Mechanism of Action of Insulin in Diabetes Mellitus

The classification system for diabetes mellitus has undergone various iterations since the ADA workshop in 1993. Over time, there has been a better appreciation of the pathophysiologic basis of the various subtypes of diabetes mellitus. For this reason, the simple designation of diabetes as either insulin-dependent or independent is no longer recommended.

Type II diabetes mellitus (T2DM) accounts for 80-90% of all cases of diabetes mellitus. De Fronzo proposed the diabetes triumvirate which highlights the core pathophysiologic defects central to our understanding of type 2 diabetes mellitus. De Fronzo’s ominous octet subsequently supplanted the initial triumvirate of type 2 diabetes. In more recent times, additional pathophysiologic mechanisms have been recognized, leading to a more colorful successor to the ominous octet – “ the egregious eleven.” In this article, basic insulin physiology, pathophysiologic defects and mechanism of action of insulin in diabetes mellitus will be reviewed.

Insulin Physiology

Structure of insulin

Insulin is a 51 amino acid peptide hormone that consists of two chains (A and B) linked by a pair of disulfide bonds. The A (21 amino acids) and B (30 amino acids) chains of insulin are linked by an intervening sequence of amino acids known as the connecting peptide (c-peptide)(1). The gene that encodes for human insulin produces an mRNA transcript that is translated into a large 110 amino acid polypeptide sequence known as preproinsulin. Preproinsulin then undergoes further processing in the lumen of the rough endoplasmic reticulum to produce proinsulin. Proinsulin is then ferried into the Golgi apparatus, where it is subsequently cleaved into the native insulin peptide and c-peptide (2). Along with these products of proinsulin processing, amylin and other intermediate peptides are packaged into secretory granules by the pancreatic beta cell(3).

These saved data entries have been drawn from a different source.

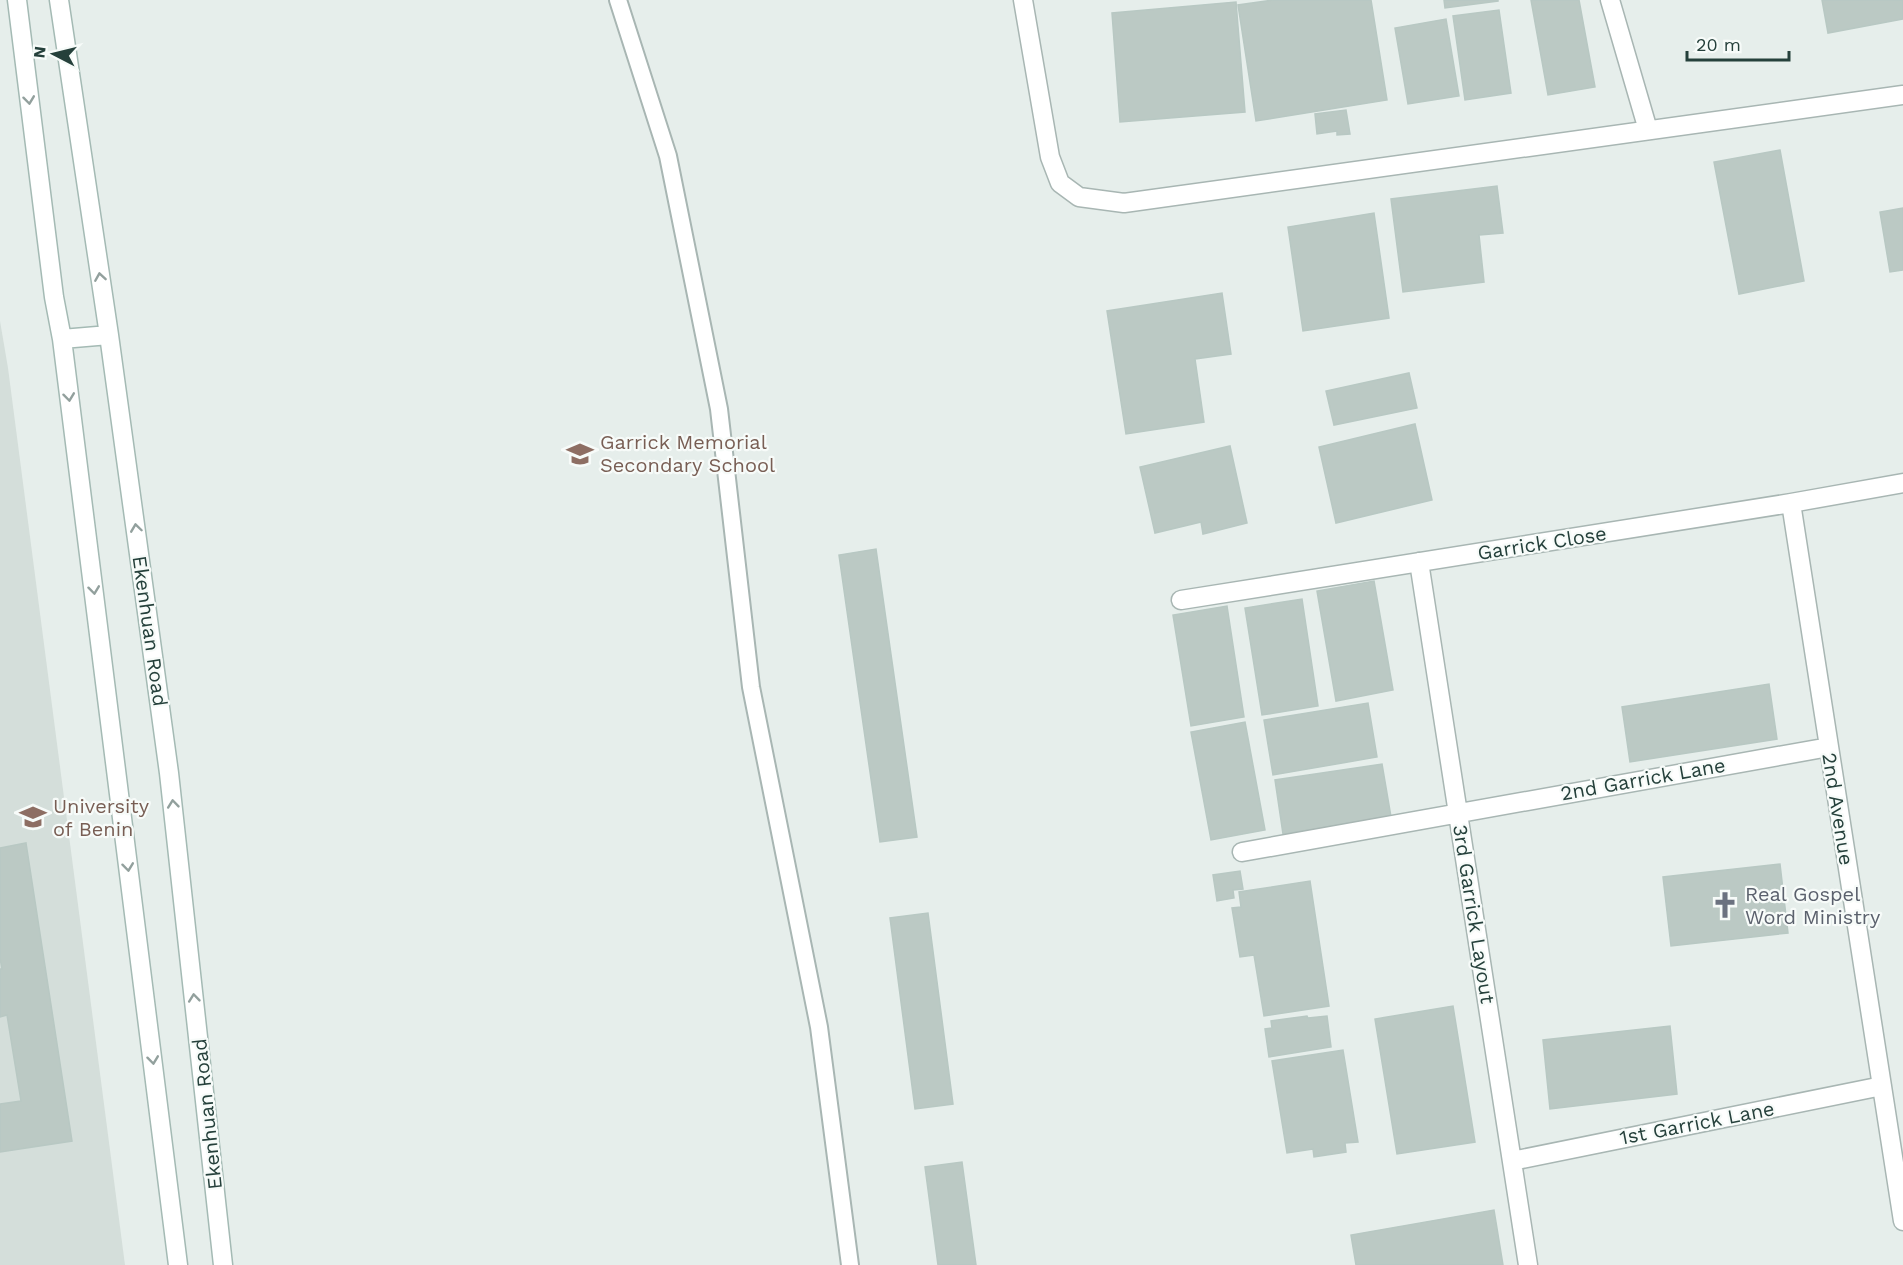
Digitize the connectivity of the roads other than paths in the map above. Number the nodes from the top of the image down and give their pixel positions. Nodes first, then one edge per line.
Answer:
1 (17, 0) edge
2 (59, 0) edge
3 (618, 0) edge
4 (1023, 0) edge
5 (1610, 0) edge
6 (1903, 95) edge
7 (1647, 130) junction
8 (109, 335) junction
9 (62, 339) junction
10 (1903, 483) edge
11 (1791, 503) junction
12 (1419, 562) junction
13 (1181, 600) dead end
14 (1828, 747) junction
15 (1458, 812) junction
16 (1242, 852) dead end
17 (1882, 1086) junction
18 (1512, 1161) junction
19 (1903, 1221) edge
20 (178, 1265) edge
21 (223, 1265) edge
22 (850, 1265) edge
23 (1528, 1265) edge

1 -> 9 street
8 -> 2 street, Ekenhuan Road
3 - 22 lane
4 - 7 street
5 - 7 street
6 - 7 street
8 - 9 street
21 -> 8 street, Ekenhuan Road
9 -> 20 street
10 - 11 street, Garrick Close
11 - 12 street, Garrick Close
11 - 14 street, 2nd Avenue
12 - 13 street, Garrick Close
12 - 15 street, 3rd Garrick Layout
14 - 15 street, 2nd Garrick Lane
14 - 17 street, 2nd Avenue
15 - 16 street, 2nd Garrick Lane
15 - 18 street, 3rd Garrick Layout
17 - 18 street, 1st Garrick Lane
17 - 19 street, 2nd Avenue
18 - 23 street, 3rd Garrick Layout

The regulation of blood glucose

Glucose homeostasis depends on the action of insulin and a host of other counterregulatory hormones. This finely tuned system depends on the action of hormones, neural stimuli, cytokines, and other regulatory cytokines working together in various organs to control plasma glucose. Indeed, the pancreatic beta-cell is pivotal in directing the orchestra of this complex homeostatic system(4).

During the fasting state, the relative decline in insulin levels results in the oxidation of fatty acids in adipose tissue, making fatty acids a primary source of energy in the fasting state. For example, the liver utilizes fatty acids for gluconeogenesis during a prolonged fast. Conversely, the brain has obligatory glucose requirements making it necessary to have alternative sources of energy supply during a fast. The liver serves as a valuable source of glucose during a prolonged fast. Glucagon is released by alpha cells of the pancreas during a fast and promotes hepatic gluconeogenesis and glycogenolysis, thus maintaining plasma glucose concentration within a physiologic range.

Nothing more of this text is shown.